**Exercise details:** Counting only lines below that contain the string "dead", give the total as a single number.
──────────
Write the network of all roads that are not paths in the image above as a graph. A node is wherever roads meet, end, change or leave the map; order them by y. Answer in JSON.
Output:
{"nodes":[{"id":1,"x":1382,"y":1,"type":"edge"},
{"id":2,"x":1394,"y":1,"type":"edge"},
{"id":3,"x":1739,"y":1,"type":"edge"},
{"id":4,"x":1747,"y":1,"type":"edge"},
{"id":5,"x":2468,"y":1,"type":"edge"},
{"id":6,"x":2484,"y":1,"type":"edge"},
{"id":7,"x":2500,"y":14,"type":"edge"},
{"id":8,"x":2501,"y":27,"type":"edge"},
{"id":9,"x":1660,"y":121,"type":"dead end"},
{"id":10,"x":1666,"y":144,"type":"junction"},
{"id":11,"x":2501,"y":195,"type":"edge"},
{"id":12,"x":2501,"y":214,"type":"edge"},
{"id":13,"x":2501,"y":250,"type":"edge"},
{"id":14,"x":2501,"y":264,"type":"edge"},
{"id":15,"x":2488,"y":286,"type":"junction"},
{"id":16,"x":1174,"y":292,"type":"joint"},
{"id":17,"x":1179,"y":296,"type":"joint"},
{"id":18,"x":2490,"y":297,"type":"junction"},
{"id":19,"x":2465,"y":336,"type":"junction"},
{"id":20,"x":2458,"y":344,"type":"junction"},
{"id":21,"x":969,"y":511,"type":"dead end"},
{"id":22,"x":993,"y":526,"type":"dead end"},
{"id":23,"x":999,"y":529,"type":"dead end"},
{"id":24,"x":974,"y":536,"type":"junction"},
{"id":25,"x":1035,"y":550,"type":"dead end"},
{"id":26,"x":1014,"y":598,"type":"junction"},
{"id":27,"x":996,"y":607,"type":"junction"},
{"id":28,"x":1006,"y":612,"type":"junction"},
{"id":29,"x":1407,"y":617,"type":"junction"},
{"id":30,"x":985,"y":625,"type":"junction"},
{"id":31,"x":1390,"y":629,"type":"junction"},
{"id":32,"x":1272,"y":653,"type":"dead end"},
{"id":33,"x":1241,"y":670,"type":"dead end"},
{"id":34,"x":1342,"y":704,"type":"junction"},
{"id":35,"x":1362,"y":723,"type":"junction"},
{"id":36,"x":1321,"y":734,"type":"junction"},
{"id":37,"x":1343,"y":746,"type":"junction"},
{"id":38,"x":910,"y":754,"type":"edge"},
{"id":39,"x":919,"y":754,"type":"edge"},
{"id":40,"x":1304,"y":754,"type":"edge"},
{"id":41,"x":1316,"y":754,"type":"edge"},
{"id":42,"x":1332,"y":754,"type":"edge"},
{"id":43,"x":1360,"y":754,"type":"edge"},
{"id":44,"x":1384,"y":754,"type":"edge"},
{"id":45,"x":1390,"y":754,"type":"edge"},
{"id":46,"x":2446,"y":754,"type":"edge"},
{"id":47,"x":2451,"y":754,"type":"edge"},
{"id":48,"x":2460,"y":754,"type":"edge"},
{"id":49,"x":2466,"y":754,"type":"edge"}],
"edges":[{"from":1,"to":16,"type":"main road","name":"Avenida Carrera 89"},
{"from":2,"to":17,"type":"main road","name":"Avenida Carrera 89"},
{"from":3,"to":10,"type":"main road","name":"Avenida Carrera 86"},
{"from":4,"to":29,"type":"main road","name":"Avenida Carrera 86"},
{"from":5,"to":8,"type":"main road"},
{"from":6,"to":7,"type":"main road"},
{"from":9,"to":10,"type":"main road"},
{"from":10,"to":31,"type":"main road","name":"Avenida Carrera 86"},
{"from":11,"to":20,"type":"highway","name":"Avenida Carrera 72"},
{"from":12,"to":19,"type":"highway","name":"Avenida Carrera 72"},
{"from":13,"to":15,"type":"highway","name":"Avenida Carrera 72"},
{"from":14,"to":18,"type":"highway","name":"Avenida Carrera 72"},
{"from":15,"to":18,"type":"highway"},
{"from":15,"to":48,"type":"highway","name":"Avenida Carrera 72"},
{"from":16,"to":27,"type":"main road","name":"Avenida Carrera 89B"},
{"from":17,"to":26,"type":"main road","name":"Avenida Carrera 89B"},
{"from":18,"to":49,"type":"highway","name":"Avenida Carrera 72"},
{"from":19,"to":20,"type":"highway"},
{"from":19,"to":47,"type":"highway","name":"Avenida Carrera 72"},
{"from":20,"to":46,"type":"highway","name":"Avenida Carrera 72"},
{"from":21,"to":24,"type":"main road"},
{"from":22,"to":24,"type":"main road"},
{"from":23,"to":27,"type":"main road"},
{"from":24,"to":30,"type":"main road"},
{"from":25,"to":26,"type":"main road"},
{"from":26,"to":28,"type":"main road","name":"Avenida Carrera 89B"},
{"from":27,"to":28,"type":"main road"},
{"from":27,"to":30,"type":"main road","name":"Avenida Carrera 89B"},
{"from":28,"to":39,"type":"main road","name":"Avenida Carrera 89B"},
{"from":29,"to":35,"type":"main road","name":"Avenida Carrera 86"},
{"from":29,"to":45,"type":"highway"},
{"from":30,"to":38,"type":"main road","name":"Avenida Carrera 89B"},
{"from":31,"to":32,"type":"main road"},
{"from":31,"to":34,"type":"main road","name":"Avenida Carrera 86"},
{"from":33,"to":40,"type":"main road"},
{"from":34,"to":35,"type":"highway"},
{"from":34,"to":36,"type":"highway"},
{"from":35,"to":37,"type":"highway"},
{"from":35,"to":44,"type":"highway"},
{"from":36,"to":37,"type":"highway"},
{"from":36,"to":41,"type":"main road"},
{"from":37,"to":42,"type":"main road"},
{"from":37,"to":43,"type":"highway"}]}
──────────
**Exercise output:** 7